Valério Bemfica iniciou sua fala lembrando “uma provocação que fiz na 13ª Bienal da UNE”. “Eu comentava o fato de que o ‘Coiso’ tinha alcançado 48% dos votos válidos na eleição presidencial. Ou seja, que 58 milhões de brasileiros, com maior ou menor entusiasmo, tinham feito coro aos grunhidos emanados do esgoto da história. E isso apesar de todos os crimes cometidos contra a saúde, o patrimônio público, a cultura, a educação e a economia nacionais. Na ocasião eu afirmei: ‘Me desculpem os sociólogos, filósofos, políticos, educadores, mas a resposta sobre como chegamos nisso – e de que forma podemos sair – está no campo cultural. Acho até que poderíamos ter a petulância de rebatizar essa mesa: ‘A cultura É o eixo fundamental na reconstrução do Brasil’, disse à época”.
“Por essa afirmação, tomei um leve puxão de orelhas de um grande amigo, marxista da melhor estirpe. Vou, por isso, tentar me explicar um pouco melhor. ‘Não é a consciência dos homens que determina o seu ser; é o seu ser social que, inversamente, determina sua consciência’, nos lembra o bom e velho Marx. Ou seja, é a estrutura de classes, o conjunto de relações de produção de nossa sociedade que, em última instância, condiciona o que acontece na cultura, na política, nas relações sociais”, argumentou.

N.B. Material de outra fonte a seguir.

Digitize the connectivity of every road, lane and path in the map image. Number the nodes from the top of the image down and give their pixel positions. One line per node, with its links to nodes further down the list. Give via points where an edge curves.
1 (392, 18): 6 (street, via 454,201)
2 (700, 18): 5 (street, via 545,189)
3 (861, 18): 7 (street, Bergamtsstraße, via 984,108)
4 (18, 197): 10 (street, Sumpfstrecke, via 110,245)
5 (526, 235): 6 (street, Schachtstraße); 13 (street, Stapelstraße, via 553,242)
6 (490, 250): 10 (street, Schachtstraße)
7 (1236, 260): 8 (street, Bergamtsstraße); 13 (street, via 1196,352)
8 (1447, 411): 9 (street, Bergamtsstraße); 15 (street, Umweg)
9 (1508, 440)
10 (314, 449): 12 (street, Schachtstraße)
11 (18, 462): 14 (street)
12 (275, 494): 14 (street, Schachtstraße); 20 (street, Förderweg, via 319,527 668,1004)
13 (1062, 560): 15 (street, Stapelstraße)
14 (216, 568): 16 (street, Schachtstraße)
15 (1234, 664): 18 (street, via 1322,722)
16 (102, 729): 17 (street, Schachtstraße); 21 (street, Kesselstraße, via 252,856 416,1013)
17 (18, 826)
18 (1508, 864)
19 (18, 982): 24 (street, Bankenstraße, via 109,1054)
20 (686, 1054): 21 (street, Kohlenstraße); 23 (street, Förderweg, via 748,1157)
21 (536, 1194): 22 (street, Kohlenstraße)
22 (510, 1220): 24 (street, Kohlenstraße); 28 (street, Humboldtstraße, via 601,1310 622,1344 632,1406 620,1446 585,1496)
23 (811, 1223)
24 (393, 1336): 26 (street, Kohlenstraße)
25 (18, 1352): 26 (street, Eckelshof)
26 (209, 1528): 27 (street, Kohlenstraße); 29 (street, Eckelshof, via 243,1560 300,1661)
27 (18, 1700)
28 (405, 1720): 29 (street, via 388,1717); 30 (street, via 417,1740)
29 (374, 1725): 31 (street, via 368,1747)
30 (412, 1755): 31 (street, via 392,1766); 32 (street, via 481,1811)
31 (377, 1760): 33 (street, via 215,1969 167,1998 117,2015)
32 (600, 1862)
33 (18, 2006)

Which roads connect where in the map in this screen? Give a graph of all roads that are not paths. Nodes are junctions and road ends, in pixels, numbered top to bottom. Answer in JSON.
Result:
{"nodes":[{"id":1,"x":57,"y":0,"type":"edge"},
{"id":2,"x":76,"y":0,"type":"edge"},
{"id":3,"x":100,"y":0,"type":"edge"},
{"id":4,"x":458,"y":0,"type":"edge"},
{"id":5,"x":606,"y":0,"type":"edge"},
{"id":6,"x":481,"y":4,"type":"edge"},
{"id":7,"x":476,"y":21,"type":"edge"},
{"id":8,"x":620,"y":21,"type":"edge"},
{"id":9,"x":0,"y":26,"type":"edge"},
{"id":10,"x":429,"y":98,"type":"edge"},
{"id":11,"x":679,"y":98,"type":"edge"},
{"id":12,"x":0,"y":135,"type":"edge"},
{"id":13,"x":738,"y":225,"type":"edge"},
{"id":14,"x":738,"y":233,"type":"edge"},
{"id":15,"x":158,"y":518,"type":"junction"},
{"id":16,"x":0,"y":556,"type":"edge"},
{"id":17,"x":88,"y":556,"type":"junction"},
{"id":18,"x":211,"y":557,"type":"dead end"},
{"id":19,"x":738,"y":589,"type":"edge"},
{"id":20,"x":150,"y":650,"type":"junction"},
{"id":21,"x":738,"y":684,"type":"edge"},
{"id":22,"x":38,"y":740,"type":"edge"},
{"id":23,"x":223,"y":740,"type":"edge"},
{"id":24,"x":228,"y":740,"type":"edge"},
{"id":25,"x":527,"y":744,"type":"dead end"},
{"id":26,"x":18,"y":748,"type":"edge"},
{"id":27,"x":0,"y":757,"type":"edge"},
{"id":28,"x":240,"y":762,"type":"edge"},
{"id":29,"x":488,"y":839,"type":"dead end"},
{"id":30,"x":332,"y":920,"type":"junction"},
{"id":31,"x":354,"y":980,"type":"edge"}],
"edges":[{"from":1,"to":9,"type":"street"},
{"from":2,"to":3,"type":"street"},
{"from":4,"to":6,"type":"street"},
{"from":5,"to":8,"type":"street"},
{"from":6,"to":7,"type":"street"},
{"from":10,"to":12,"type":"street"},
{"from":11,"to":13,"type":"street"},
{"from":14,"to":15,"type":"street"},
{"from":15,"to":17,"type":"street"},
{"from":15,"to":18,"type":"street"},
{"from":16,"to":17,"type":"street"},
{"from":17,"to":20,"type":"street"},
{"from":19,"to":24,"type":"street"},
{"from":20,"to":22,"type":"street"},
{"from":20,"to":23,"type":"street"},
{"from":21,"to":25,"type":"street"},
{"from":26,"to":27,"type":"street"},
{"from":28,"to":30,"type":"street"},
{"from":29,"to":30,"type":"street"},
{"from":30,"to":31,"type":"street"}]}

“É, portanto, evidente que a luta econômica, pela transformação das estruturas de produção da sociedade, sempre será a principal. Nunca teremos uma educação verdadeiramente libertadora, uma cultura realmente popular e humanista, uma sociedade livre do racismo, do machismo e de qualquer outra forma de preconceito ou mesmo uma democracia plena, enquanto vivermos um regime de opressão de classes. Isso não significa, evidentemente, que não devamos nos empenhar por estas bandeiras. Mas a luta fundamental sempre deverá ser contra a causa da exploração, não contra os efeitos”, afirmou.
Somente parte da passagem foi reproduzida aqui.